Family dinnertime is especially important. In fact, Anne Fishel, professor at Harvard Medical School and co-founder of The Family Dinner Project, believes family dinner without techno-ference (including the tv!) is the most important thing you can do with your kids. Dinnertime conversation boots vocabulary, leads to earlier reading ability, and is a powerful predictor of high achievement scores. Having family dinnertime where conversation is the focus and screens are off also lead to kids who eat healthier, have lower anxiety, are less likely to engage in high-risk teenage behaviours and have lower rates of depression and suicidal thoughts.

I recommend a family guideline that devices are handed in, switched to flight mode (or off), and remain away from the time dinner starts each evening until the next morning. (Older kids, who have a little more maturity, can negotiate for extended screen time after dinner as needed.) This creates space for family conversations, night-time nurture, and peaceful, uninterrupted sleep.

I also recommend determining what other times each day devices should be downed to create space for relationships to develop without techno-ference. To a child, LOVE is spelled T-I-M-E, and the surefire way to destroy that love and time is to stare at a screen when you could be staring into your child’s eyes.

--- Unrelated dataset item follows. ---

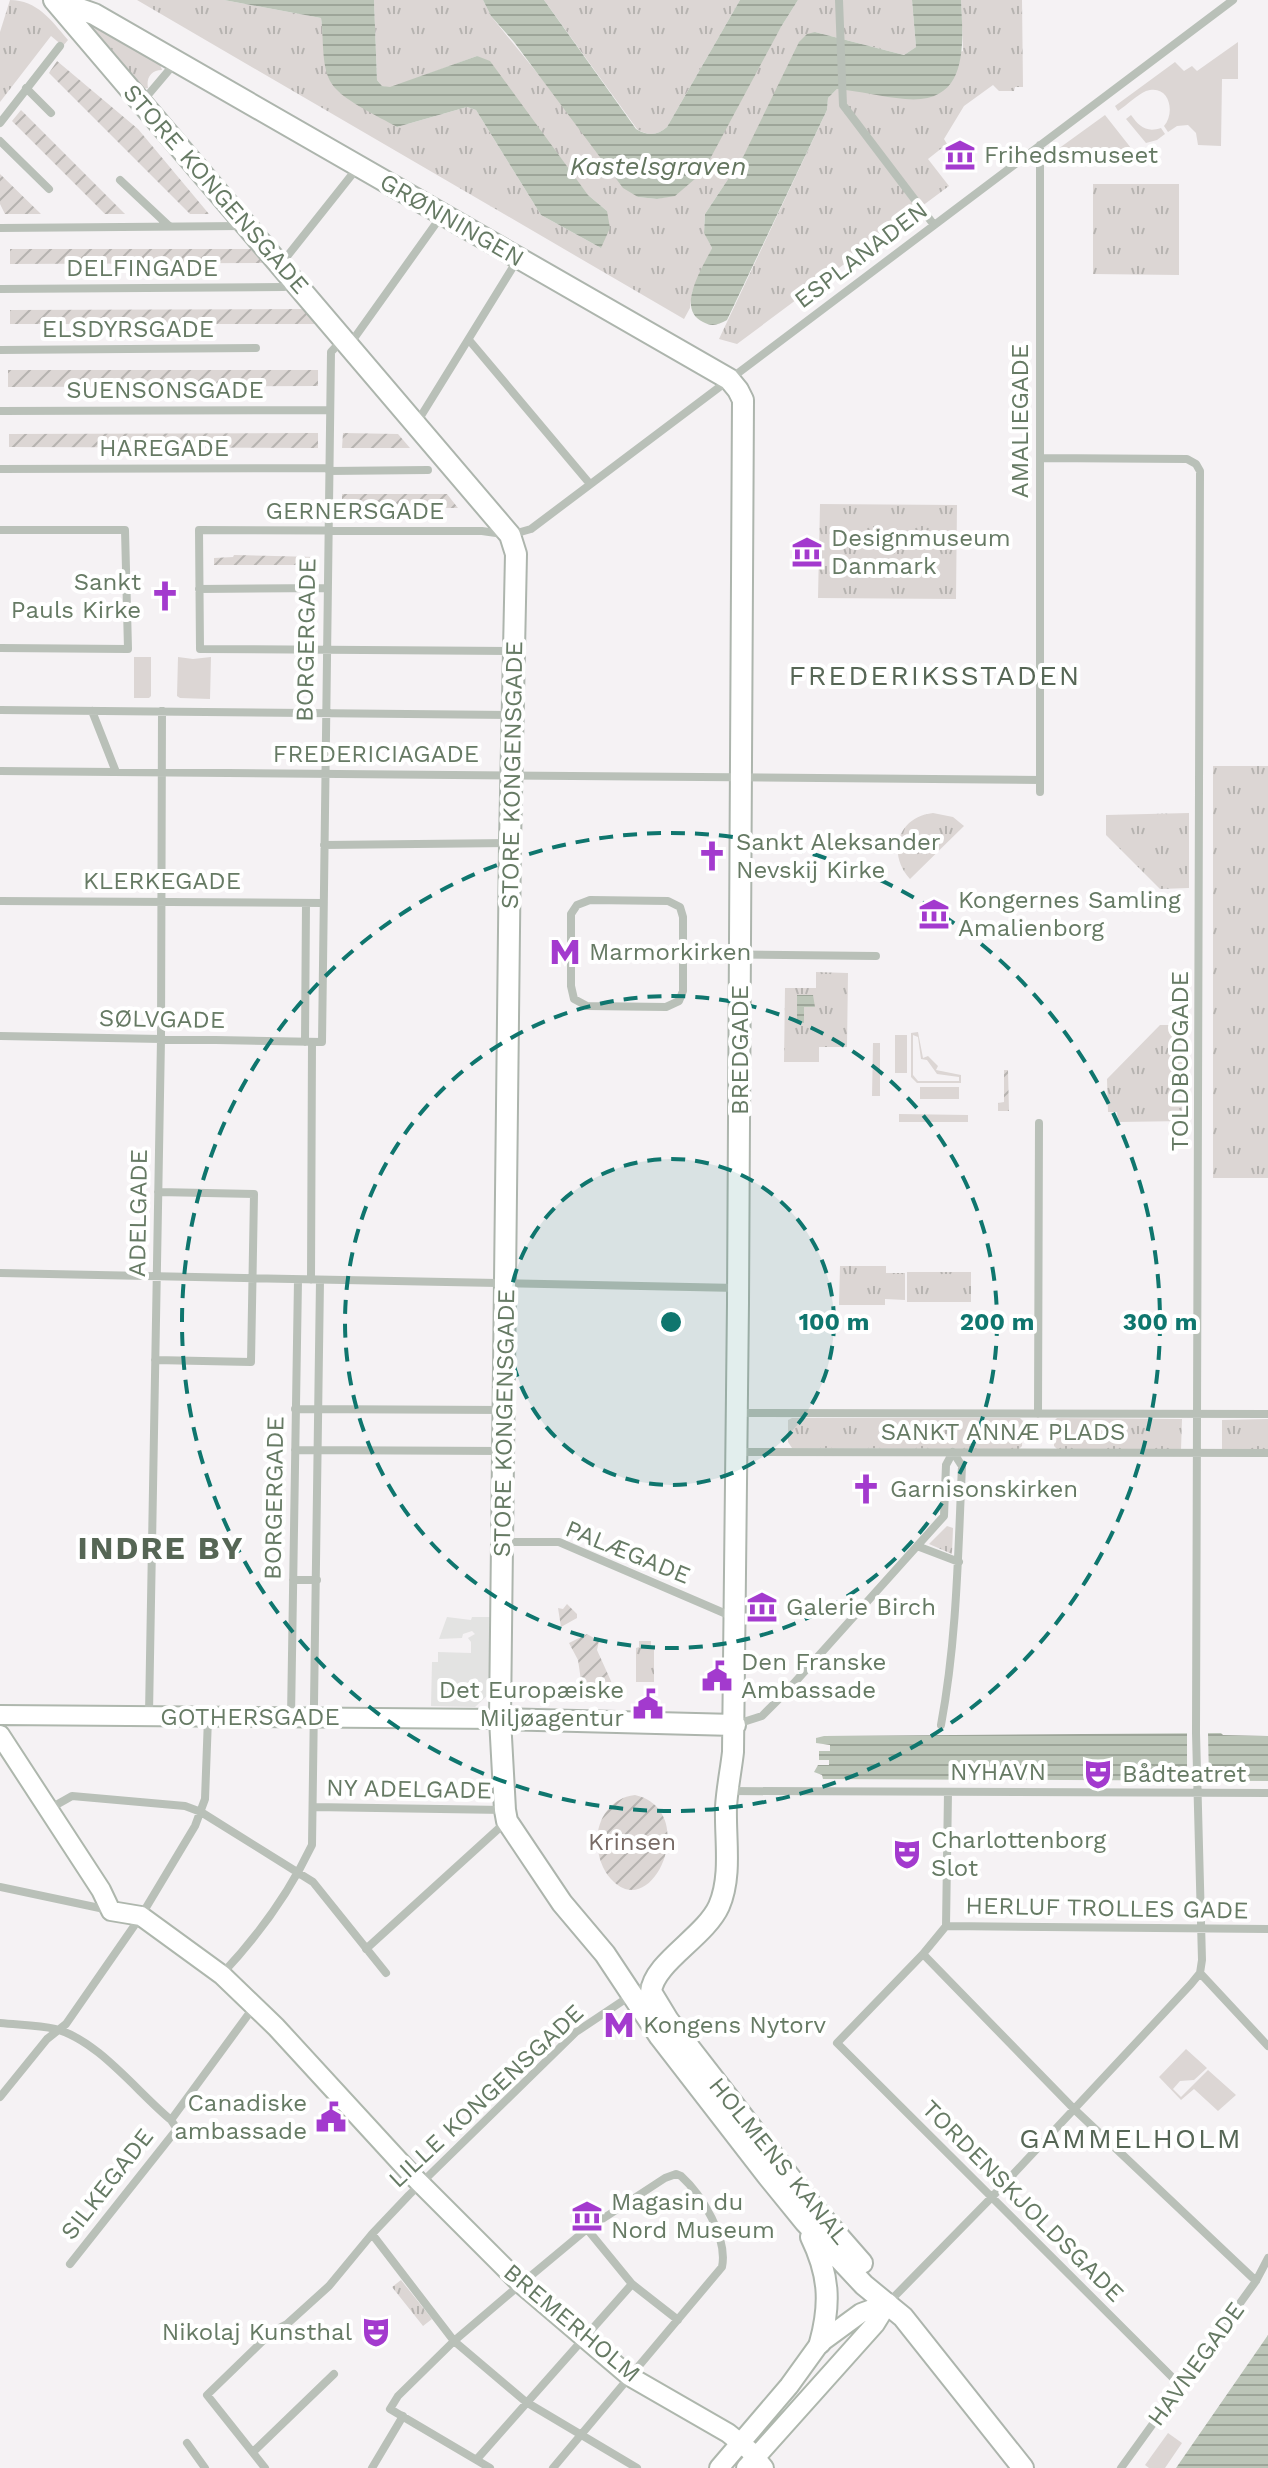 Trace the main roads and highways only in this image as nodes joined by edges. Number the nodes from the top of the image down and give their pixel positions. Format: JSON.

Our kids will miss out if we aren’t engaging with them during these essential family times – if we allow the digital world to encroach on the real world.

By allowing technology to interfere with or interrupt conversations, activities, and time with our children or partners—even when unintentional or for brief moments—we run the all-too-real risk that we’ll send implicit messages about what we value most… and it may seem to others that the screen matters more than them. And that is a recipe for a relationship disaster.